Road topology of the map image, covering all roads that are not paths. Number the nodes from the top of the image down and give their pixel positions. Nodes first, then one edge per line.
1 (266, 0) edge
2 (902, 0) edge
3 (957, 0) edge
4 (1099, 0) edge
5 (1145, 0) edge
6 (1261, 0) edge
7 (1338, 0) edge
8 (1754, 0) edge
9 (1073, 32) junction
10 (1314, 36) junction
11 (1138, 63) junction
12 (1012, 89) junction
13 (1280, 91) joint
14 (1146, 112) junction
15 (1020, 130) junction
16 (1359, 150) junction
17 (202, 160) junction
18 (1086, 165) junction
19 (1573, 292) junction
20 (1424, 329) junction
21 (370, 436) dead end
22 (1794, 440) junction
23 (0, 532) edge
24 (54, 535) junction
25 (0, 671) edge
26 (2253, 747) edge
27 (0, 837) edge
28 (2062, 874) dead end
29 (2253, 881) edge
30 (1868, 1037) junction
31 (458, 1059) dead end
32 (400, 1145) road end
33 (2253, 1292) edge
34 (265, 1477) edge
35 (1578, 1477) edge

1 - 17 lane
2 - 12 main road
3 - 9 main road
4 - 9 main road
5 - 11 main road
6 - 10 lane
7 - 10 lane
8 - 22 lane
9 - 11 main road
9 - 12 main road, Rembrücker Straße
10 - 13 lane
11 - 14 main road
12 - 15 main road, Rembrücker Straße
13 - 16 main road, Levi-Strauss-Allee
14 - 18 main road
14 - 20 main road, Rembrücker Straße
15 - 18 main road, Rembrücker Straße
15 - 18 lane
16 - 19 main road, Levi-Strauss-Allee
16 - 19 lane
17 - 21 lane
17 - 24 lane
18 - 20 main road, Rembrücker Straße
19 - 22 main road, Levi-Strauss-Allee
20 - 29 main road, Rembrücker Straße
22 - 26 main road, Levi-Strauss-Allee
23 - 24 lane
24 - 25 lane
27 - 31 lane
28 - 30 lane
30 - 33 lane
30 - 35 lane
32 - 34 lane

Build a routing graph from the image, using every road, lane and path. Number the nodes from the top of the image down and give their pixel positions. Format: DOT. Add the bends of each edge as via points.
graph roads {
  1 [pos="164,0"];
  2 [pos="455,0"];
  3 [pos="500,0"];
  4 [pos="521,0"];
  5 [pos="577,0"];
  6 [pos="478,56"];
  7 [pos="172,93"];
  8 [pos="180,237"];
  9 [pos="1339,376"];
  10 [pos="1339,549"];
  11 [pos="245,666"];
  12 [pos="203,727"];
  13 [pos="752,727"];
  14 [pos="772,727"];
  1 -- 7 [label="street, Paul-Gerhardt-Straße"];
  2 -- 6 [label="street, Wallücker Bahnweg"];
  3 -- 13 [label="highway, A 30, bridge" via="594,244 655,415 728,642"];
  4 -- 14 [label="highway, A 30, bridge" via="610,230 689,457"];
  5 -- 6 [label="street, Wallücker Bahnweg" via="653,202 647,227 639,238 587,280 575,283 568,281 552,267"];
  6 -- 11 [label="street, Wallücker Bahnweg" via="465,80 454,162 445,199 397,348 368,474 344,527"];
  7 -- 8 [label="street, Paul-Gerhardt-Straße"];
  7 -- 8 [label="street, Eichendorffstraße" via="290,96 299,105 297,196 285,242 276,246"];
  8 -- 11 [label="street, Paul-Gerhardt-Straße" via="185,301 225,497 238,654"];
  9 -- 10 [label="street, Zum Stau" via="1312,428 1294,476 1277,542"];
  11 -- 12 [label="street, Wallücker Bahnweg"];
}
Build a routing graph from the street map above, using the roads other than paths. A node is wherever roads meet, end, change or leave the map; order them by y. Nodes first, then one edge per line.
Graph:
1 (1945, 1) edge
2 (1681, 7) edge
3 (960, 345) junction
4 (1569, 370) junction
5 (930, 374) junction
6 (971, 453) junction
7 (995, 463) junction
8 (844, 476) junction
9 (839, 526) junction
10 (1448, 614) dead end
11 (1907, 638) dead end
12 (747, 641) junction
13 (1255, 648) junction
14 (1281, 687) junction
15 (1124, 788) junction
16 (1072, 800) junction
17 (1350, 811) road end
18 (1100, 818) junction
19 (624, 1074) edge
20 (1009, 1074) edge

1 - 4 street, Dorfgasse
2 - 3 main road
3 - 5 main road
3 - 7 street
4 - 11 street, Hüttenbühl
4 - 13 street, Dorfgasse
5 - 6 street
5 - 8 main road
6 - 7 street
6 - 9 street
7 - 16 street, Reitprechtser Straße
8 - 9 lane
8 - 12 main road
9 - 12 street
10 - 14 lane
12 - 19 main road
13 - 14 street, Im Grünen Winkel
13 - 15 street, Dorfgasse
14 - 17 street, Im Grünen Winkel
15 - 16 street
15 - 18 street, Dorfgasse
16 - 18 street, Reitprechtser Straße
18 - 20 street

→ **EXERCISE DESCRIPTION**: The entire listing is to be repeated exactly.

→ **EXERCISE RESULT**:
Road topology of the map image, covering all roads that are not paths. Number the nodes from the top of the image down and give their pixel positions. Nodes first, then one edge per line.
1 (266, 0) edge
2 (902, 0) edge
3 (957, 0) edge
4 (1099, 0) edge
5 (1145, 0) edge
6 (1261, 0) edge
7 (1338, 0) edge
8 (1754, 0) edge
9 (1073, 32) junction
10 (1314, 36) junction
11 (1138, 63) junction
12 (1012, 89) junction
13 (1280, 91) joint
14 (1146, 112) junction
15 (1020, 130) junction
16 (1359, 150) junction
17 (202, 160) junction
18 (1086, 165) junction
19 (1573, 292) junction
20 (1424, 329) junction
21 (370, 436) dead end
22 (1794, 440) junction
23 (0, 532) edge
24 (54, 535) junction
25 (0, 671) edge
26 (2253, 747) edge
27 (0, 837) edge
28 (2062, 874) dead end
29 (2253, 881) edge
30 (1868, 1037) junction
31 (458, 1059) dead end
32 (400, 1145) road end
33 (2253, 1292) edge
34 (265, 1477) edge
35 (1578, 1477) edge

1 - 17 lane
2 - 12 main road
3 - 9 main road
4 - 9 main road
5 - 11 main road
6 - 10 lane
7 - 10 lane
8 - 22 lane
9 - 11 main road
9 - 12 main road, Rembrücker Straße
10 - 13 lane
11 - 14 main road
12 - 15 main road, Rembrücker Straße
13 - 16 main road, Levi-Strauss-Allee
14 - 18 main road
14 - 20 main road, Rembrücker Straße
15 - 18 main road, Rembrücker Straße
15 - 18 lane
16 - 19 main road, Levi-Strauss-Allee
16 - 19 lane
17 - 21 lane
17 - 24 lane
18 - 20 main road, Rembrücker Straße
19 - 22 main road, Levi-Strauss-Allee
20 - 29 main road, Rembrücker Straße
22 - 26 main road, Levi-Strauss-Allee
23 - 24 lane
24 - 25 lane
27 - 31 lane
28 - 30 lane
30 - 33 lane
30 - 35 lane
32 - 34 lane

Build a routing graph from the image, using every road, lane and path. Number the nodes from the top of the image down and give their pixel positions. Format: DOT. Add the bends of each edge as via points.
graph roads {
  1 [pos="164,0"];
  2 [pos="455,0"];
  3 [pos="500,0"];
  4 [pos="521,0"];
  5 [pos="577,0"];
  6 [pos="478,56"];
  7 [pos="172,93"];
  8 [pos="180,237"];
  9 [pos="1339,376"];
  10 [pos="1339,549"];
  11 [pos="245,666"];
  12 [pos="203,727"];
  13 [pos="752,727"];
  14 [pos="772,727"];
  1 -- 7 [label="street, Paul-Gerhardt-Straße"];
  2 -- 6 [label="street, Wallücker Bahnweg"];
  3 -- 13 [label="highway, A 30, bridge" via="594,244 655,415 728,642"];
  4 -- 14 [label="highway, A 30, bridge" via="610,230 689,457"];
  5 -- 6 [label="street, Wallücker Bahnweg" via="653,202 647,227 639,238 587,280 575,283 568,281 552,267"];
  6 -- 11 [label="street, Wallücker Bahnweg" via="465,80 454,162 445,199 397,348 368,474 344,527"];
  7 -- 8 [label="street, Paul-Gerhardt-Straße"];
  7 -- 8 [label="street, Eichendorffstraße" via="290,96 299,105 297,196 285,242 276,246"];
  8 -- 11 [label="street, Paul-Gerhardt-Straße" via="185,301 225,497 238,654"];
  9 -- 10 [label="street, Zum Stau" via="1312,428 1294,476 1277,542"];
  11 -- 12 [label="street, Wallücker Bahnweg"];
}
Build a routing graph from the street map above, using the roads other than paths. A node is wherever roads meet, end, change or leave the map; order them by y. Nodes first, then one edge per line.
Graph:
1 (1945, 1) edge
2 (1681, 7) edge
3 (960, 345) junction
4 (1569, 370) junction
5 (930, 374) junction
6 (971, 453) junction
7 (995, 463) junction
8 (844, 476) junction
9 (839, 526) junction
10 (1448, 614) dead end
11 (1907, 638) dead end
12 (747, 641) junction
13 (1255, 648) junction
14 (1281, 687) junction
15 (1124, 788) junction
16 (1072, 800) junction
17 (1350, 811) road end
18 (1100, 818) junction
19 (624, 1074) edge
20 (1009, 1074) edge

1 - 4 street, Dorfgasse
2 - 3 main road
3 - 5 main road
3 - 7 street
4 - 11 street, Hüttenbühl
4 - 13 street, Dorfgasse
5 - 6 street
5 - 8 main road
6 - 7 street
6 - 9 street
7 - 16 street, Reitprechtser Straße
8 - 9 lane
8 - 12 main road
9 - 12 street
10 - 14 lane
12 - 19 main road
13 - 14 street, Im Grünen Winkel
13 - 15 street, Dorfgasse
14 - 17 street, Im Grünen Winkel
15 - 16 street
15 - 18 street, Dorfgasse
16 - 18 street, Reitprechtser Straße
18 - 20 street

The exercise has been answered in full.